Tandis que paraissent les premiers tomes de Dernier royaume, il est tentant de relever cet aphorisme :

« Quelques poètes lucides (...) ont su que la nostalgie qui les dévore non seulement se rapportait à l’enfance, mais à un temps antérieur à tout temps déterminable. Et ils savent que leur passion de la parole a pour but de lui rendre son innocence perdue grâce à laquelle la leur serait retrouvée ; en vérité atteinte. » (127)

ce qui nous permet de nous rapporter à celui-ci :

« La prouesse de la philosophie grecque fut de découvrir et de présenter comme sien cet abîme de l’être situé au-delà de tout être possible, ce qui est la plus poétique des réalités, la source de toute poésie. » (19)

et dans celui-là, repérer une manière d’être :

« Si nous comparons les techniques d’annulation des puissances psychiques qu’expose Saint Jean dans l’ascension au Mont Carmel, à la réduction des passions que déclare Spinoza dans le livre IV de son Ethique, nous verrons le même processus et le même dessein : convertir l’âme en cristal de roche. »

(Jean de la Croix sera de plus en plus présent dans l’œuvre de Maria Zambrano : cf la finale du discours de réception du prix Cervantès, ou encore dans Sentiers : De la nuit obscure à la plus claire mystique).

Nous ne pouvons que souhaiter au lecteur que ces apophtegmes auront saisi, emporté, de rejoindre les bienaventurados évoqués à la fin de la conférence de Massimo Cacciari :

« Ceux-ci ne sont pas les « bienheureux » ascètes de l’extase ; ils ne sont pas étrangers aux passions de l’âme, ils n’oublient pas la nécessité de l’agir. Simplement, ils sentent avec une force originelle ces passions, ils agissent véritablement par nécessité, ils correspondent immédiatement à la « voz abismatica » qui les réclame. »
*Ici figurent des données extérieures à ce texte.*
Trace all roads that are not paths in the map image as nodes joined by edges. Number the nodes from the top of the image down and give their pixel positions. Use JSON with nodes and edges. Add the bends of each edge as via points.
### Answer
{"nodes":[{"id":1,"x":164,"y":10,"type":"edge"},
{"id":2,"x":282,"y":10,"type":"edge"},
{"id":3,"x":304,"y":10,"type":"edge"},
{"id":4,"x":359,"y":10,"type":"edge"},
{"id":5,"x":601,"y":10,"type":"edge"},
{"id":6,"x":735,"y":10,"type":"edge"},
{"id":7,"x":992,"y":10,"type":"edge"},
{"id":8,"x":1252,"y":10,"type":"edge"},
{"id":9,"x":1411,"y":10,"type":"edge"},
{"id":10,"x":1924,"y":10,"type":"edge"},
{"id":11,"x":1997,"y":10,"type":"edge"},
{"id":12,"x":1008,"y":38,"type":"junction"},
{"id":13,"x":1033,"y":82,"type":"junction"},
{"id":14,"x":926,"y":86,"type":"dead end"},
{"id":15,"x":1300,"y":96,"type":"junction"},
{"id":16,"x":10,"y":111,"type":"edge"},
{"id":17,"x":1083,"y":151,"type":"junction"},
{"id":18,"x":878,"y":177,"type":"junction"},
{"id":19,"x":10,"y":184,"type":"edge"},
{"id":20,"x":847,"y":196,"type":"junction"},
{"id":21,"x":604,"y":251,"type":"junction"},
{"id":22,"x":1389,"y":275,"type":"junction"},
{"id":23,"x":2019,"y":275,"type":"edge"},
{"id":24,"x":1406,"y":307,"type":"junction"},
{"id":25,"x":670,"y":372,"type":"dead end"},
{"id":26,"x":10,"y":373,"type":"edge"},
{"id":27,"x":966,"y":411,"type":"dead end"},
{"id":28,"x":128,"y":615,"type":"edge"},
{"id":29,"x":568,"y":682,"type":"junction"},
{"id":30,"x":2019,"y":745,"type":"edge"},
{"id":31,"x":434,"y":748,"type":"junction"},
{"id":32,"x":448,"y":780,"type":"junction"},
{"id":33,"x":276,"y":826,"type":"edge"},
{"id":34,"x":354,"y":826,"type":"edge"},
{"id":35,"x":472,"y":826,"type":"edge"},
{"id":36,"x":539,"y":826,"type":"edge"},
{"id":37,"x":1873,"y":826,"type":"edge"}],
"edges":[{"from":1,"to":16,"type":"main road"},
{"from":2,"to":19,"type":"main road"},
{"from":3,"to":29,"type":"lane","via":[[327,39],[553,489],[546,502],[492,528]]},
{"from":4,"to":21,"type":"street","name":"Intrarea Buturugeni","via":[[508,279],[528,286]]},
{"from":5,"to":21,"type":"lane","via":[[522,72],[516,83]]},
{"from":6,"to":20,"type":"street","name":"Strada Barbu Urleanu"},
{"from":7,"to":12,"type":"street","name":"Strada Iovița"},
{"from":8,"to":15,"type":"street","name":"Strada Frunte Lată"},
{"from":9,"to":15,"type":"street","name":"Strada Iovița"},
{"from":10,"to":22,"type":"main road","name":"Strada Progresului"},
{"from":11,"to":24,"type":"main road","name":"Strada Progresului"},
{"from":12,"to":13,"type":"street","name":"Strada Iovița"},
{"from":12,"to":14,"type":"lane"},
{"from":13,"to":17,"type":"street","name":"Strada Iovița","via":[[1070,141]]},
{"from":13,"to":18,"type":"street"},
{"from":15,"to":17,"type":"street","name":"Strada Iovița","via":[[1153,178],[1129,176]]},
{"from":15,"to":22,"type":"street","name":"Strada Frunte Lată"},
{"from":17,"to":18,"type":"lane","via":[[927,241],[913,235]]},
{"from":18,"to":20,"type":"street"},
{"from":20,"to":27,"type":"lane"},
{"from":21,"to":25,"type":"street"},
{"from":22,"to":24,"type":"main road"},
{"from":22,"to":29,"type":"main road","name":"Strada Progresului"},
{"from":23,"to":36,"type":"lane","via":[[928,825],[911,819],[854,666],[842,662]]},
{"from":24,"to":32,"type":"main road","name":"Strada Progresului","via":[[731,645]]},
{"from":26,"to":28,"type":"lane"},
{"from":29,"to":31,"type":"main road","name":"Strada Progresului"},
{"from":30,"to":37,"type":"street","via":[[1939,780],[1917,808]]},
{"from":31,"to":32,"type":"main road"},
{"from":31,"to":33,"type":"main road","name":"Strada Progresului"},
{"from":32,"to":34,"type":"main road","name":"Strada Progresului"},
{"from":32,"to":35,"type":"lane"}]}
Pour en donner image, c’est avec ces réflexions de la philosophe sur la Tempesta de Giorgione (p129) que nous conclurons :

« La Tempête de Giorgione est, simplement, la nature qui se laisse voir sans que cela lui importe, comme il n’importe pas à l’étoile que quelqu’un la regarde, tout comme il n’importe pas au fleuve, à l’eau, au feu, si quelqu’un va se brûler ou s’approche, peu importe. Tout cela paraît d’une grande sérénité et, en même temps, d’une immense indifférence.

L’énigme principale du tableau (La Tempête de Giorgione) est la suivante : un événement qui ne survient ou ne menace pas, un feu qui ne dévore pas, une pluie qui ne mouille pas, un éclair qui ne va pas tomber et, s’il tombe, c’est comme s’il ne tombait pas. » (129)

© Ronald Klapka _ 21 février 2003

[1Maria Zambrano, in Sentiers, aux éditions des femmes, 1992, traduction Nelly Lhermillier, Saint Jean de la Croix (De « La Nuit obscure » à la plus claire mystique), p. 233, texte paru dans la revue Sur, à Buenos Aires, en 1939.
Dans la belle comparaison qu’elle effectue entre Spinoza et Jean de la Croix, Maria Zambrano déploie avec ampleur ce qu’elle entend par la razón poética.